Prof. Jeong’s teaching style and philosophy give us a glimpse of how he approaches his work as an economist and teacher, namely in the most logical and diagnostic way possible. He tries to rule out the “plausible nonsense” in his classroom, promotes the capacity of students in expressing their ideas, and trains them to reconcile intuition with hard evidence.

A summa cum laude Economics graduate from Seoul National University, Professor Jeong spent more than a decade in the US as a lecturer and professor of economics at the Vanderbilt University, University of Southern California and University of Chicago (his PhD alma mater) while consulting for the World Bank and working on various academic papers on economic growth and inequality. When asked who influenced him to major in Economics, Prof. Jeong mentioned his high school teacher who opened his mind to the world of political economy.

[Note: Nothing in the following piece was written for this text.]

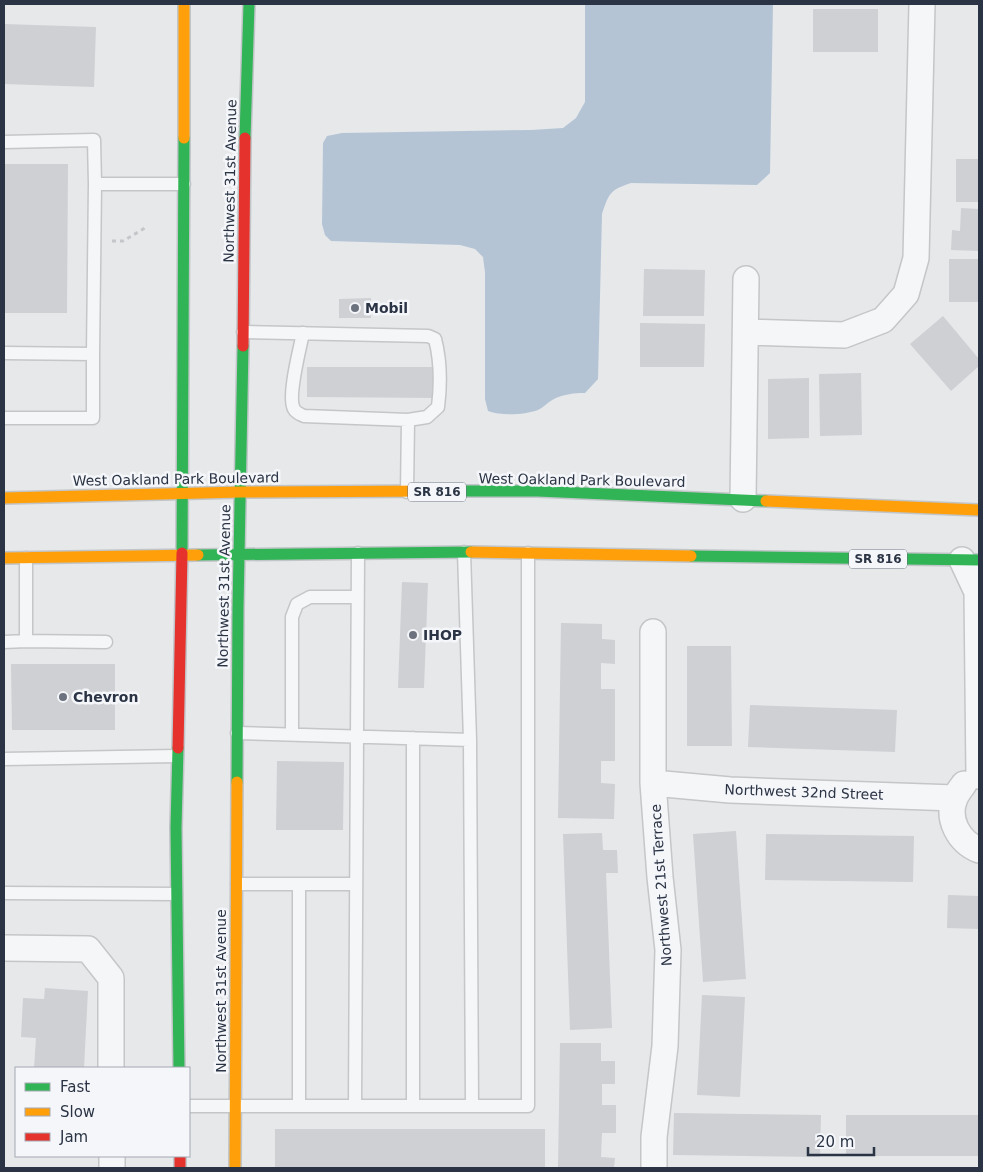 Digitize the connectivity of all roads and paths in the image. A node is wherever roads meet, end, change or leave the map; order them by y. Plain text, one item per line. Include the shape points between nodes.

He currently has eight working papers: four papers under review by international journals and another four in progress. He is preoccupied with the following research interests: role of skills from work experience as an essential component of human capital in understanding the process of modernization and the wage dynamics in the labor market; the impact of financial deepening for productivity growth; the relationship between growth and inequality dynamics; analysis of trade dynamics in general equilibrium; and firm entry/exit and productivity dynamics among East Asian countries.

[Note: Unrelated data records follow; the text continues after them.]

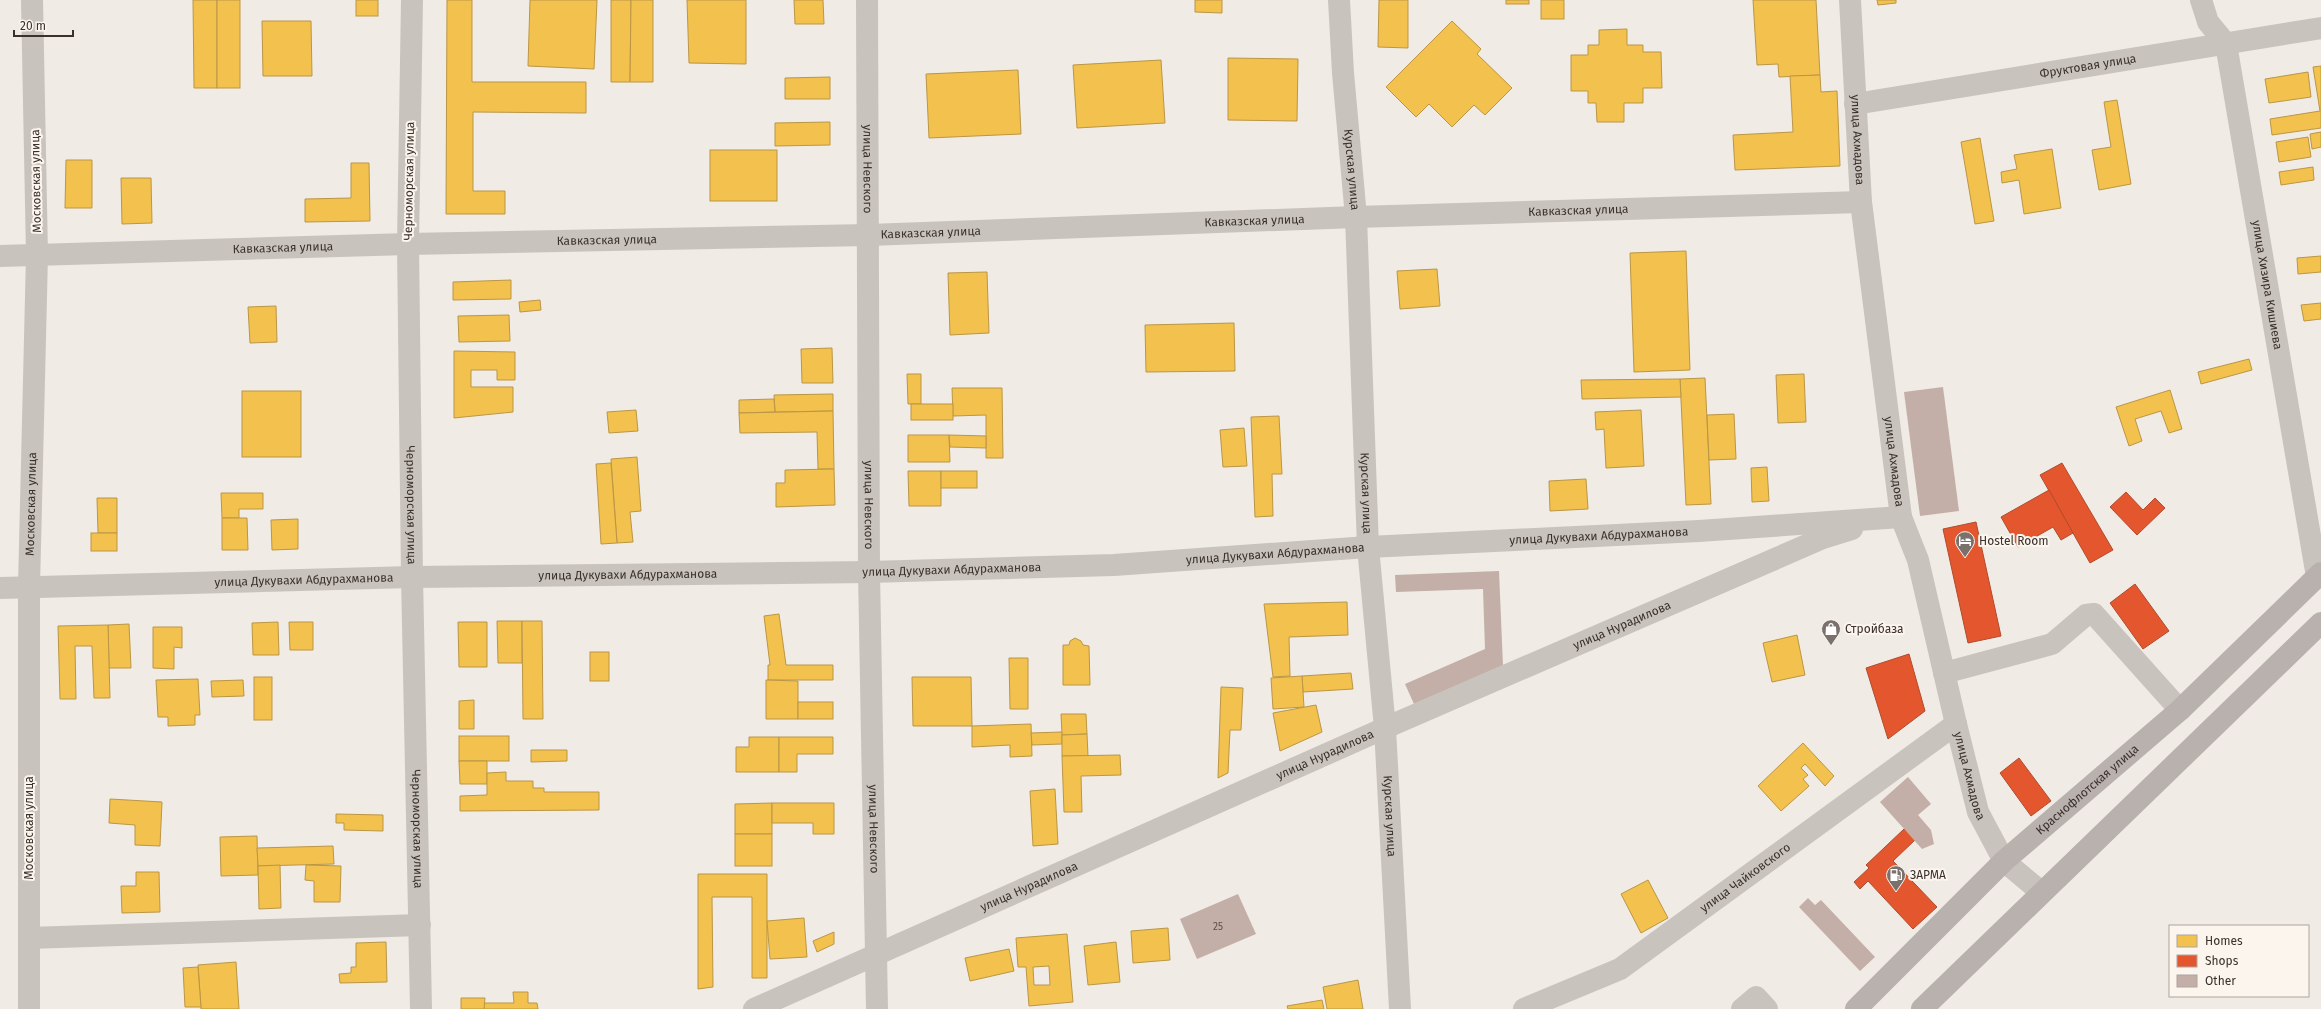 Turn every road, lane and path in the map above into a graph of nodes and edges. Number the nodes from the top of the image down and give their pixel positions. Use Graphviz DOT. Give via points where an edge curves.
graph roads {
  1 [pos="32,0"];
  2 [pos="412,0"];
  3 [pos="867,0"];
  4 [pos="1339,0"];
  5 [pos="1850,0"];
  6 [pos="2201,0"];
  7 [pos="2321,28"];
  8 [pos="2226,44"];
  9 [pos="1855,104"];
  10 [pos="1861,202"];
  11 [pos="1356,217"];
  12 [pos="869,235"];
  13 [pos="408,244"];
  14 [pos="37,255"];
  15 [pos="0,256"];
  16 [pos="1901,517"];
  17 [pos="1368,547"];
  18 [pos="869,572"];
  19 [pos="2319,575"];
  20 [pos="412,577"];
  21 [pos="29,587"];
  22 [pos="0,588"];
  23 [pos="2321,622"];
  24 [pos="1944,673"];
  25 [pos="2180,710"];
  26 [pos="1956,724"];
  27 [pos="1385,728"];
  28 [pos="2004,861"];
  29 [pos="2041,892"];
  30 [pos="420,925"];
  31 [pos="29,938"];
  32 [pos="877,956"];
  33 [pos="29,1009"];
  34 [pos="421,1009"];
  35 [pos="754,1009"];
  36 [pos="877,1009"];
  37 [pos="1400,1009"];
  38 [pos="1524,1009"];
  39 [pos="1742,1009"];
  40 [pos="1767,1009"];
  41 [pos="1856,1009"];
  42 [pos="1922,1009"];
  1 -- 14 [label="street, Московская улица"];
  2 -- 13 [label="street, Черноморская улица"];
  3 -- 12 [label="street, улица Невского"];
  4 -- 11 [label="street, Курская улица"];
  5 -- 9 [label="street, улица Ахмадова"];
  6 -- 8 [label="street, улица Хизира Кишиева" via="2208,22"];
  7 -- 8 [label="street, Фруктовая улица"];
  8 -- 9 [label="street, Фруктовая улица"];
  8 -- 19 [label="street, улица Хизира Кишиева"];
  9 -- 10 [label="street, улица Ахмадова"];
  10 -- 11 [label="street, Кавказская улица"];
  10 -- 16 [label="street, улица Ахмадова"];
  11 -- 12 [label="street, Кавказская улица"];
  11 -- 17 [label="street, Курская улица"];
  12 -- 13 [label="street, Кавказская улица"];
  12 -- 18 [label="street, улица Невского"];
  13 -- 14 [label="street, Кавказская улица"];
  13 -- 20 [label="street, Черноморская улица"];
  14 -- 15 [label="street, Кавказская улица"];
  14 -- 21 [label="street, Московская улица"];
  16 -- 17 [label="street, улица Дукувахи Абдурахманова" via="1699,531"];
  16 -- 24 [label="street, улица Ахмадова" via="1918,560"];
  16 -- 27 [label="street, улица Нурадилова" via="1823,538"];
  17 -- 18 [label="street, улица Дукувахи Абдурахманова" via="1114,565"];
  17 -- 27 [label="street, Курская улица"];
  18 -- 20 [label="street, улица Дукувахи Абдурахманова"];
  18 -- 32 [label="street, улица Невского"];
  19 -- 25 [label="main road, Краснофлотская улица"];
  20 -- 21 [label="street, улица Дукувахи Абдурахманова"];
  20 -- 30 [label="street, Черноморская улица"];
  21 -- 22 [label="street, улица Дукувахи Абдурахманова"];
  21 -- 31 [label="street, Московская улица"];
  23 -- 29 [label="main road"];
  24 -- 25 [label="street" via="2052,644 2086,615 2094,614"];
  24 -- 26 [label="street, улица Ахмадова"];
  25 -- 28 [label="main road, Краснофлотская улица"];
  26 -- 28 [label="street, улица Ахмадова" via="1978,812"];
  26 -- 38 [label="street, улица Чайковского" via="1620,969"];
  27 -- 32 [label="street, улица Нурадилова"];
  27 -- 37 [label="street, Курская улица"];
  28 -- 29 [label="street, улица Ахмадова"];
  28 -- 41 [label="main road, Краснофлотская улица"];
  29 -- 42 [label="main road"];
  30 -- 31 [label="street"];
  30 -- 34 [label="street, Черноморская улица"];
  31 -- 33 [label="street, Московская улица"];
  32 -- 35 [label="street, улица Нурадилова"];
  32 -- 36 [label="street, улица Невского"];
  39 -- 40 [label="street" via="1756,997"];
}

However, economics and teaching do not dominate Prof. Jeong’s life. In his spare time, he enjoys playing with his two children, a first- and a fifth-grader, spends time with his wife whom he met at college, and attends a choir practice at his church. When asked what he would have been if he were not a professor, Prof. Jeong reveals that he might have ended up as a flower shop owner… or a singer! This surprising admission makes a request for a song an absolute must in the next KDI School Happy Hour.